WORK TO COMPLETE
Please return the listing below from the line with "index tip: (739, 675)" through its last line, exactly, and include nothing else.

DATA SHOWN
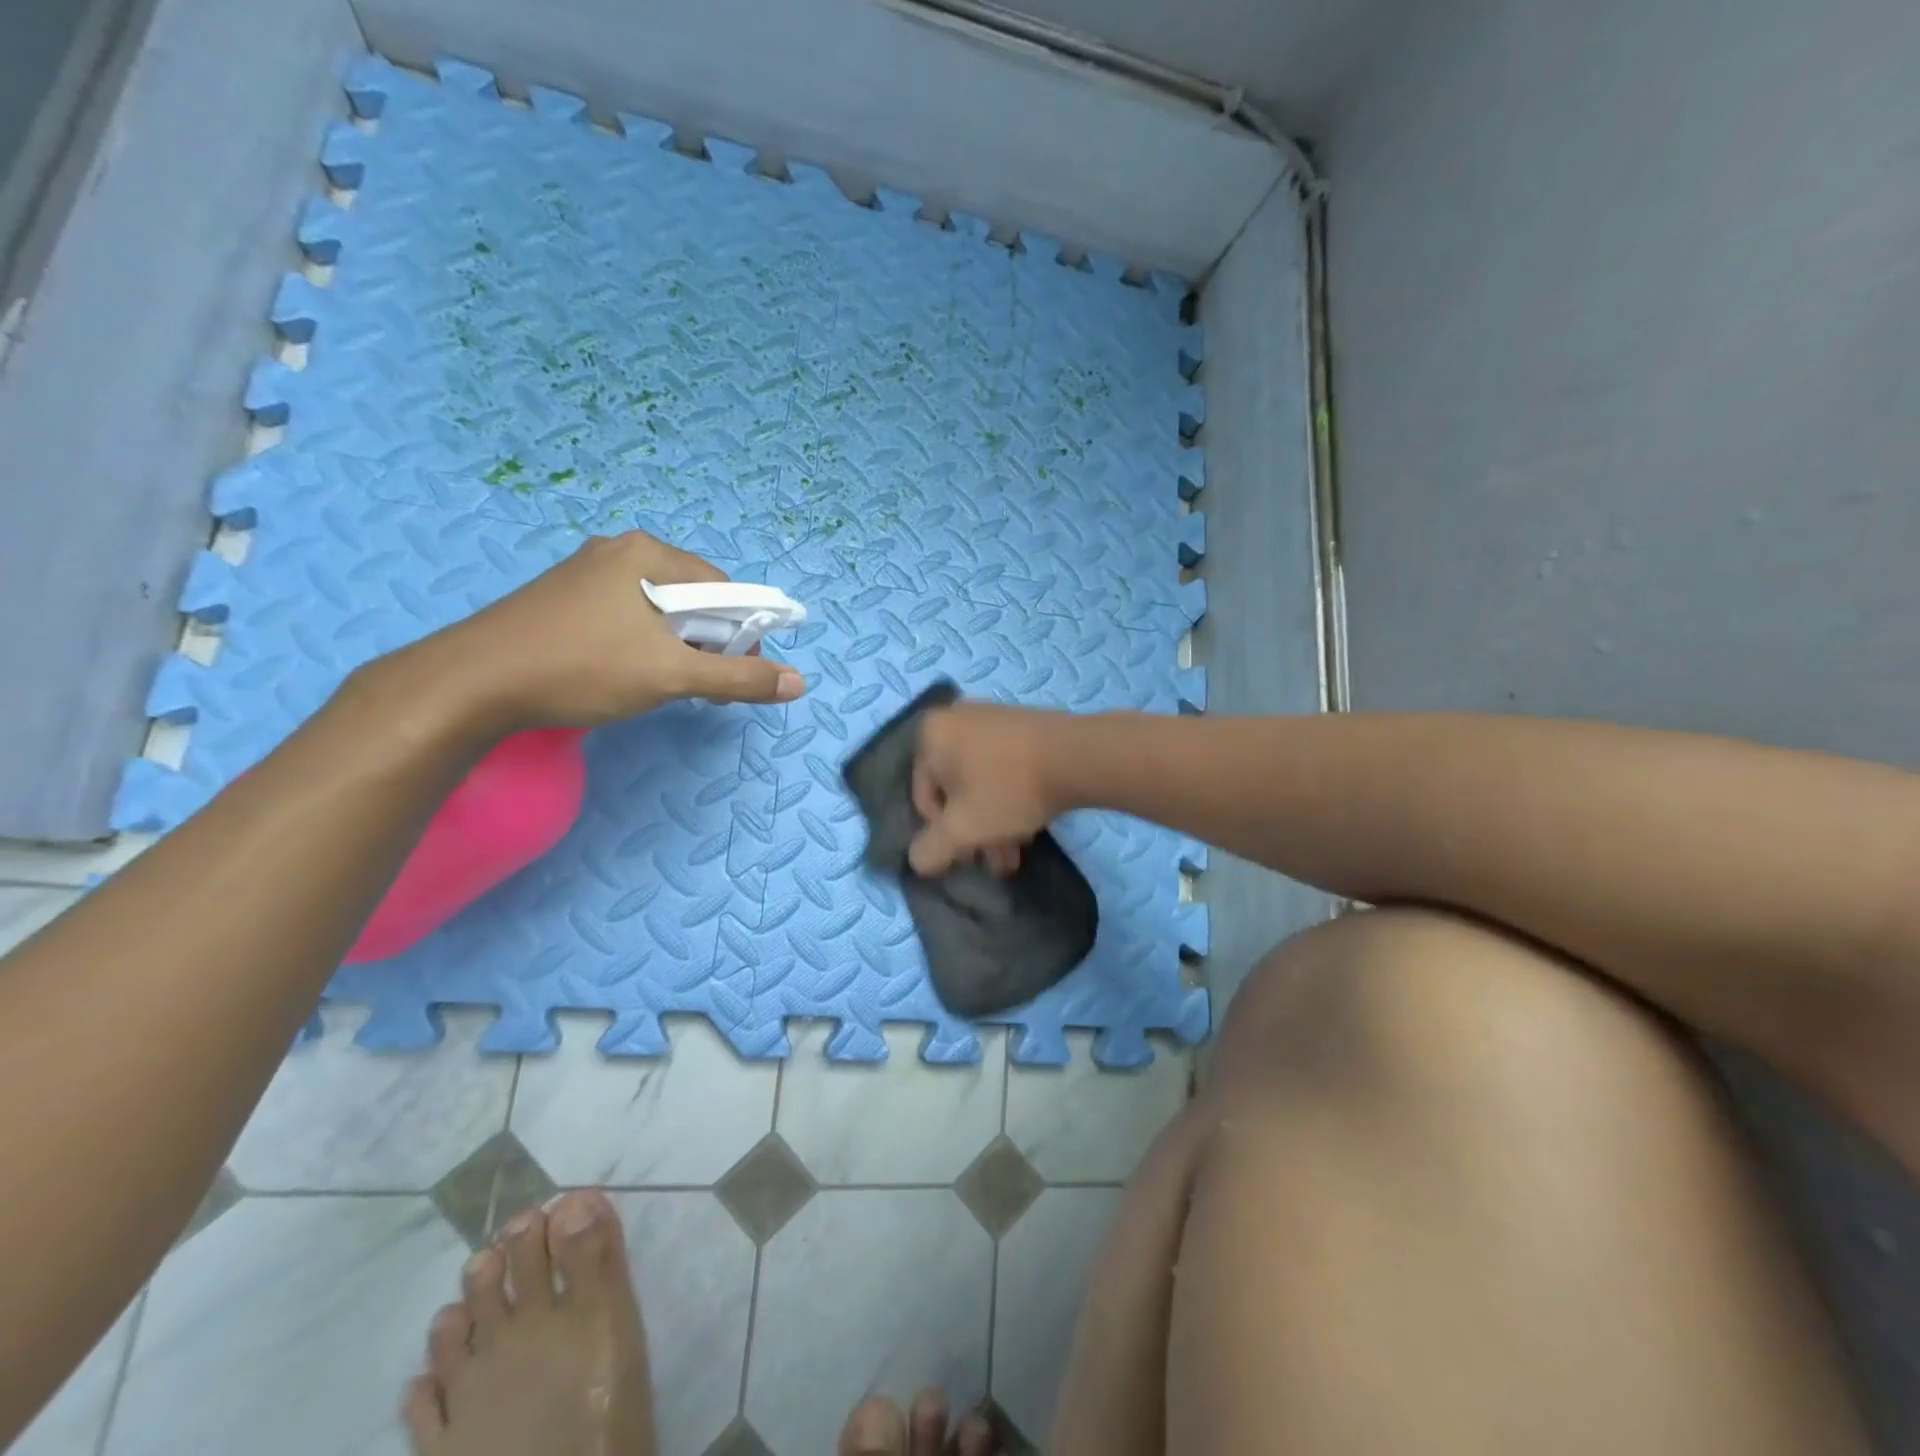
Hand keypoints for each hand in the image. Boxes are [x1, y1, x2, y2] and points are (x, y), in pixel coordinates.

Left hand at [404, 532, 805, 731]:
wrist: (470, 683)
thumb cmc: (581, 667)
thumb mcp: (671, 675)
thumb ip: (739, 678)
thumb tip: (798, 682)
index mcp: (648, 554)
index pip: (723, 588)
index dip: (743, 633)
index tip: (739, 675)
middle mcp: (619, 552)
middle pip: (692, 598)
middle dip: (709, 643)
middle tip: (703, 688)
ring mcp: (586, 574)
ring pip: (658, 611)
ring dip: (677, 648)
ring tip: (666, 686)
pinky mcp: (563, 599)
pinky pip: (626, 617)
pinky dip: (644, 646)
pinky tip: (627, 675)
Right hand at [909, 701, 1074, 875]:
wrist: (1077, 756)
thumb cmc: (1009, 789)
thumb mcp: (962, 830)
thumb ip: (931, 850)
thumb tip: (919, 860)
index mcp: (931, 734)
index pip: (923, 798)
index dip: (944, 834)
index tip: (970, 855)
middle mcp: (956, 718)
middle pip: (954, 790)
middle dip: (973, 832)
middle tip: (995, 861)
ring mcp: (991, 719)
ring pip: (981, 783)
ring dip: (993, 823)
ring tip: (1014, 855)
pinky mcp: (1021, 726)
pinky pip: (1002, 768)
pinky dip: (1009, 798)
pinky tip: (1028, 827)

TASK OUTPUT
index tip: (739, 675)
middle mcp: (619, 552)
middle pip: (692, 598)
middle dip: (709, 643)
middle tip: (703, 688)
ring mcp: (586, 574)
ring pip: (658, 611)
ring dip: (677, 648)
ring tip: (666, 686)
pinky mcp: (563, 599)
pinky pip: (626, 617)
pinky dip: (644, 646)
pinky tip: (627, 675)
Right hand at [909, 701, 1074, 875]:
wrist: (1077, 756)
thumb cmc: (1009, 789)
thumb mcp: (962, 830)
thumb ip: (931, 850)
thumb tip: (919, 860)
index mcp: (931, 734)
index pip: (923, 798)
index dip: (944, 834)
index tip: (970, 855)
middle mcp: (956, 718)
middle pip: (954, 790)
middle dip: (973, 832)
middle tip: (995, 861)
ring mcp: (991, 719)
ring pip: (981, 783)
ring dip: (993, 823)
ring tip: (1014, 855)
pinky mcp: (1021, 726)
pinky pip: (1002, 768)
pinky dip: (1009, 798)
pinky tip: (1028, 827)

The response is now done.